In paradisum deducant te angeli et…?


Jadwiga

I.

- Nie pozwalają mi ich zatrzymać – powiedziała, zwracając się do Wilhelma. W jej oczach kiełkowała cicha rezygnacja, żywiąc się przegniłym trupem rozpaczy.

- Hedwig – zaczął, uczyniwszy krok w jej kierunku. Cofnęła się, napierając niebezpiecznie na zamkowe mury. Zatrzymał się natychmiast. Kochał ją przecież żywą. Nieruchomym wzrokiem spoglądał na rudawe fale jej włosów.

- Spójrz, jakie są piękne. I jakie opuszczone – wskazała ręką w kierunku katedry. Obojętnie podążył za jej wzrokiem. Widział je już od dawna: skrzydlate stworzenia o gibkich kształtach i zakończonych szponami kończynach. Podobne do tych, których rzeźby zdobią okna i gargulce francuskich katedr. Teraz siedziały nieruchomo, z opuszczonymi skrzydłami na okiennicach nowej, gotyckiej katedry, polskiej Notre Dame. Nie lubił tych stworzeń: tolerował je tylko dlatego, że uwielbiała je jego ukochana Hedwig. Jak twierdziła, należały do niej, a ona do nich. Co więcej, twierdziła, że on sam jest ich częścią.

- Każą mi cię miłować – mawiała. – Tak gorąco, do końca. Kazały mi wtedy wziąć do ręki siekierę i zniszczyć drzwi, które mnie od ciebie oddzielały.

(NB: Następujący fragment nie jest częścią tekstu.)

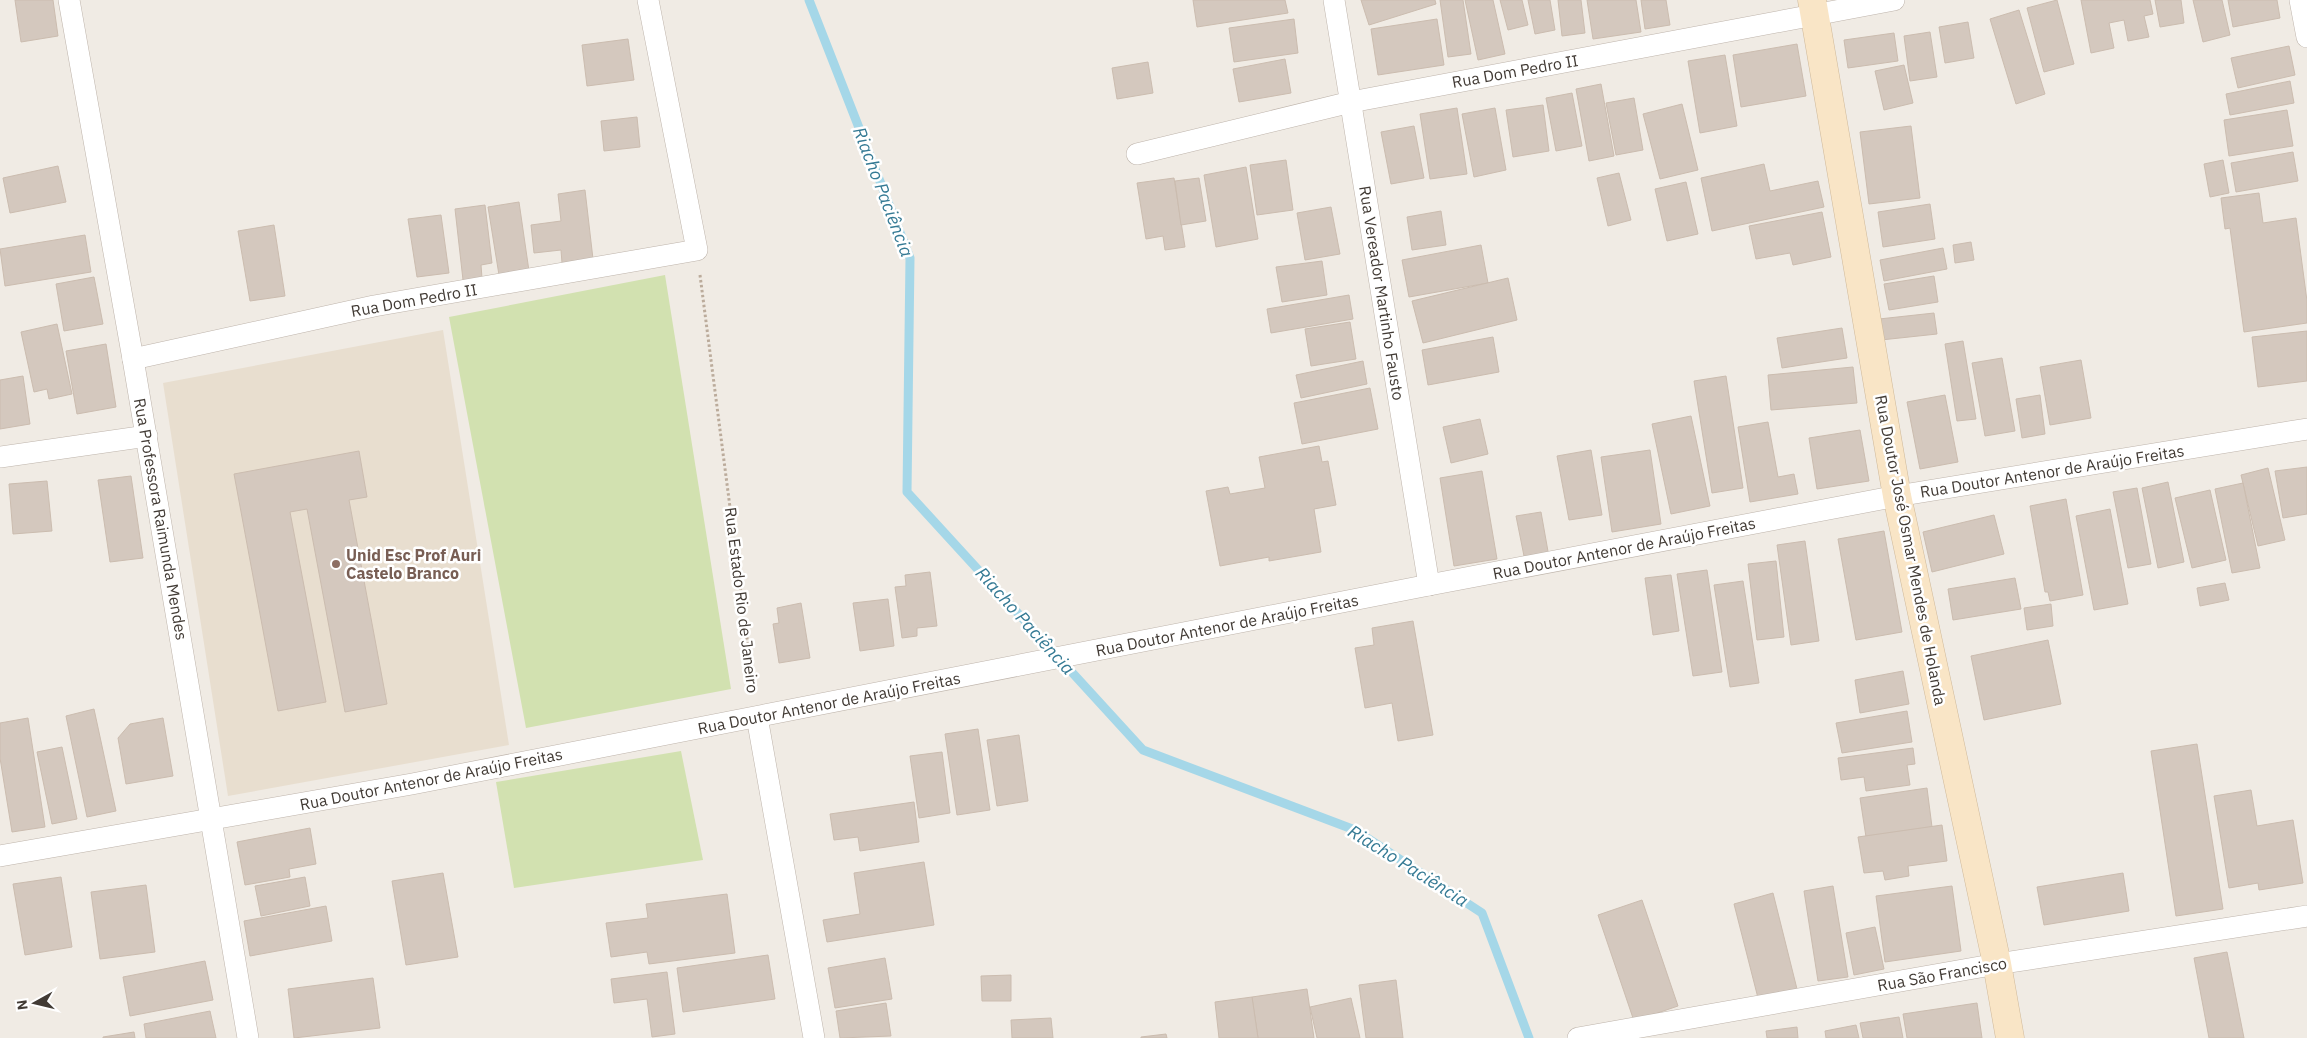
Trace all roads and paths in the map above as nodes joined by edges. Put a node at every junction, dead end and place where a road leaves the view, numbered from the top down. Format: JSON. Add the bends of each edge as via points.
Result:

Nie pozwolono jej pójść na spotkanie z Wilhelmem, którego szczerze umiłowała, i dla pewności, że nie opuści Wawelu potajemnie, zamknięto przed nią wrota zamku. Wpadła tedy szał i wydarłszy siekierę z rąk najbliższego strażnika, jęła nią uderzać w drewniane części wrót, dopóki całkiem z sił nie opadła. Panowie Rada wystraszyli się nie na żarty; sądzili bowiem, że umarła.

II.

Demony. Stali bywalcy gotyckich katedr i ludzkich głów. Wyczarowywały błysk fascynacji w oczach Hedwig. A teraz kazali jej się ich wyrzec. Światło nie może istnieć bez ciemności. Hedwig nie może żyć bez demonów. Żaden człowiek nie może.

Wilhelm pogłaskał wężowe sploty jej włosów. I wtedy stanęła mu przed oczami scena, którą widział wielokrotnie w snach: Hedwig leżała na marach. Starsza, zmieniona, ale wciąż ta sama. Jego ukochana. Jej twarz jest jeszcze piękna, świeża. Śmierć zaledwie ją pocałowała; nie zdążyła okrutnie posiąść jej ciała. Z mroku komnaty, w której leży, wynurza się mężczyzna. Wzrostu był mizernego, twarzy ściągłej, chudej, u brody nieco zwężonej. Głowę miał małą, prawie całkiem łysą, oczy czarne i małe, niestatecznego wejrzenia i ciągle biegające. Uszy duże, głos gruby, mowę prędką, kibić kształtną, lecz szczupłą, szyję długą.

Mężczyzna kładzie szczupłą, żylastą dłoń na rdzawych włosach kobiety. Tak, Hedwig jest teraz kobietą, nie roześmianą dziewczyną, jaką Wilhelm miał przed sobą. Szczupła, gibka postać nie patrzy jednak na leżące na marach ciało. Wzrok ma skierowany przed siebie, w nieodgadnioną przestrzeń, jak demony na katedrze w Notre Dame. Z jego ust unosi się w powietrzu potok szeptów w nieznanym języku. Przyprószone siwizną włosy pląsają rytmicznie wokół ogorzałej twarzy. Nagle ręka odrywa się gwałtownie od rdzawowłosej, a w oczach maluje się nieme zdziwienie. Mężczyzna odwraca rękę dłonią ku górze. Z samego jej środka, gdzie biegnie linia życia, wystrzeliwują w górę płomienie ognia. Płomienie mają kolor jej włosów. Mężczyzna kiwa głową z nagłym zrozumieniem i w odchodzi w milczeniu w pełną dźwięków noc. Idzie posłuchać śpiewu słowika.

- Ten mężczyzna będzie żył jeszcze długo. Jemu nie kazano rozstawać się z demonami – mówi Hedwig i przytula się do Wilhelma. Jeden z demonów spogląda w stronę zakochanych, ale nic nie mówi. Demony są wieczne, nie muszą zamykać w słowach uciekającego czasu.


*W tekście wykorzystano fragment Jana Długosza Kanonika Krakowskiego Dziejów Polski ksiąg dwanaście


Magdalena


I.

Magdalena nie mogła zasnąć. Przewracała się z boku na bok, zbyt obolała, aby przyjąć jakąś stałą pozycję. Adam spał już od dawna. Leżał obok niej – nieruchomo jak zawsze, z półotwartymi ustami, jakby miały właśnie wygłosić jakąś mowę. One (usta Adama) miały zawsze coś do powiedzenia. Gorzej było z jego duszą. Magda miała wrażenie, że ta dusza jest niema, zagłuszona na zawsze przez potok słów, płynący z tych ust.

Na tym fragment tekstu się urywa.